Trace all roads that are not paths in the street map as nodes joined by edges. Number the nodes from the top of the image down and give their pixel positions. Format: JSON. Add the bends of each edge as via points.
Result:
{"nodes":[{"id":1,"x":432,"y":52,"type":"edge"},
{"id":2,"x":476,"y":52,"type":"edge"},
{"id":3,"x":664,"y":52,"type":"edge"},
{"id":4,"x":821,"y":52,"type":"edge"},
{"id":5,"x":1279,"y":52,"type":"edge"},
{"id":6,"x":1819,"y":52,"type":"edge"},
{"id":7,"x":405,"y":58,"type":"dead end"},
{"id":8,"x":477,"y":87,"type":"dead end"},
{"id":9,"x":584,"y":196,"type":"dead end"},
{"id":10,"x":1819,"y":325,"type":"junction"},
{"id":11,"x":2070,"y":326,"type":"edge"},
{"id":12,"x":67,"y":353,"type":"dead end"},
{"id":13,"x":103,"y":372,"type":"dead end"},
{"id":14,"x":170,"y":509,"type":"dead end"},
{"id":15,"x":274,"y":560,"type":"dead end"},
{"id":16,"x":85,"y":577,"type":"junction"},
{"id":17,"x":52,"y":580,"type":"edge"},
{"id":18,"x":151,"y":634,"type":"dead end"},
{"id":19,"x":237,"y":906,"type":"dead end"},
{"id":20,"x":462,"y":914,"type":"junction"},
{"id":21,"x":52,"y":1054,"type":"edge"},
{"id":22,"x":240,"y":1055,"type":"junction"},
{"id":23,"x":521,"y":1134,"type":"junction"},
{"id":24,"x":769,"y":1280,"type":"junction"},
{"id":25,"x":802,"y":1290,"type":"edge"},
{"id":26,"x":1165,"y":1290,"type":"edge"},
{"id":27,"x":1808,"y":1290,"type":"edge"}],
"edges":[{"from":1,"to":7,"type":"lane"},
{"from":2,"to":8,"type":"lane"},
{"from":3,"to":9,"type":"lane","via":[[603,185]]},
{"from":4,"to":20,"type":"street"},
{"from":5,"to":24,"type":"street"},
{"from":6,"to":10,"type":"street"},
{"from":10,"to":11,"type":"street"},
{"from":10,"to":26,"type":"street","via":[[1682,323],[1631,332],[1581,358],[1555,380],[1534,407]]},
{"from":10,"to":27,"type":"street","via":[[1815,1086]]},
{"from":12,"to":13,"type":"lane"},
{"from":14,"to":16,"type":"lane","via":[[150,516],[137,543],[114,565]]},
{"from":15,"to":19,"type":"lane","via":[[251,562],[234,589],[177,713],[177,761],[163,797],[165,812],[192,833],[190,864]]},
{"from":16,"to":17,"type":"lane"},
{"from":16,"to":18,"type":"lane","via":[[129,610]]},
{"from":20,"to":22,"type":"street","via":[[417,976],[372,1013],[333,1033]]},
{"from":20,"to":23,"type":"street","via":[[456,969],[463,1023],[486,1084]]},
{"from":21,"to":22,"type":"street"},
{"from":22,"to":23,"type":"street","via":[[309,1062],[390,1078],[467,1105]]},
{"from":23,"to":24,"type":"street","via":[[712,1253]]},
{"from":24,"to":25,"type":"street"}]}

**Exercise instructions**
Word for word, transcribe the data shown above.

**Solution**
Trace all roads that are not paths in the street map as nodes joined by edges. Number the nodes from the top of the image down and give their pixel positions. Format: JSON. Add the bends of each edge as via points.
Result:
{"nodes":[{"id":1,"x":432,"y":52,"type":"edge"},
{"id":2,"x":476,"y":52,"type":"edge"},
{"id":3,"x":664,"y":52,"type":"edge"},
{"id":4,"x":821,"y":52,"type":"edge"},
{"id":5,"x":1279,"y":52,"type":"edge"},
{"id":6,"x":1819,"y":52,"type":"edge"},
{"id":7,"x":405,"y":58,"type":"dead end"},
{"id":8,"x":477,"y":87,"type":"dead end"},
{"id":9,"x":584,"y":196,"type":"dead end"},
{"id":10,"x":1819,"y":325,"type":"junction"},
{"id":11,"x":2070,"y":326,"type":"edge"},
{"id":12,"x":67,"y":353,"type":"dead end"},
{"id":13,"x":103,"y":372,"type":"dead end"},
{"id":14,"x":170,"y":509,"type":"dead end"},
{"id":15,"x":274,"y":560,"type":"dead end"},
{"id":16,"x":85,"y":577,"type":"junction"},
{"id":17,"x":52,"y":580,"type":"edge"},
{"id":18,"x":151,"y":634,"type":"dead end"},
{"id":19,"x":237,"y":906,"type":"dead end"},
{"id":20,"x":462,"y":914,"type":"junction"},
{"id":21,"x":52,"y":1054,"type":"edge"},
{"id":22,"x":240,"y":1055,"type":"junction"},
{"id":23,"x":521,"y":1134,"type":"junction"},
{"id":24,"x":769,"y":1280,"type":"junction"},
{"id":25,"x":802,"y":1290,"type":"edge"},
{"id":26,"x":1165,"y":1290,"type":"edge"},
{"id":27,"x":1808,"y":1290,"type":"edge"}],
"edges":[{"from":1,"to":7,"type":"lane"},
{"from":2,"to":8,"type":"lane"},
{"from":3,"to":9,"type":"lane","via":[[603,185]]},
{"from":4,"to":20,"type":"street"},
{"from":5,"to":24,"type":"street"},
{"from":6,"to":10,"type":"street"},
{"from":10,"to":11,"type":"street"},
{"from":10,"to":26,"type":"street","via":[[1682,323],[1631,332],[1581,358],[1555,380],[1534,407]]},
{"from":10,"to":27,"type":"street","via":[[1815,1086]]},
{"from":12,"to":13,"type":"lane"},
{"from":14,"to":16,"type":"lane","via":[[150,516],[137,543],[114,565]]},
{"from":15,"to":19,"type":"lane","via":[[251,562],[234,589],[177,713],[177,761],[163,797],[165,812],[192,833],[190,864]]},
{"from":16,"to":17,"type":"lane"},
{"from":16,"to":18,"type":"lane","via":[[129,610]]},
{"from":20,"to":22,"type":"street","via":[[417,976],[372,1013],[333,1033]]},
{"from":20,"to":23,"type":"street","via":[[456,969],[463,1023],[486,1084]]},
{"from":21,"to":22,"type":"street"},
{"from":22,"to":23,"type":"street","via":[[309,1062],[390,1078],[467,1105]]},
{"from":23,"to":24,"type":"street","via":[[712,1253]]},
{"from":24,"to":25,"type":"street"}]}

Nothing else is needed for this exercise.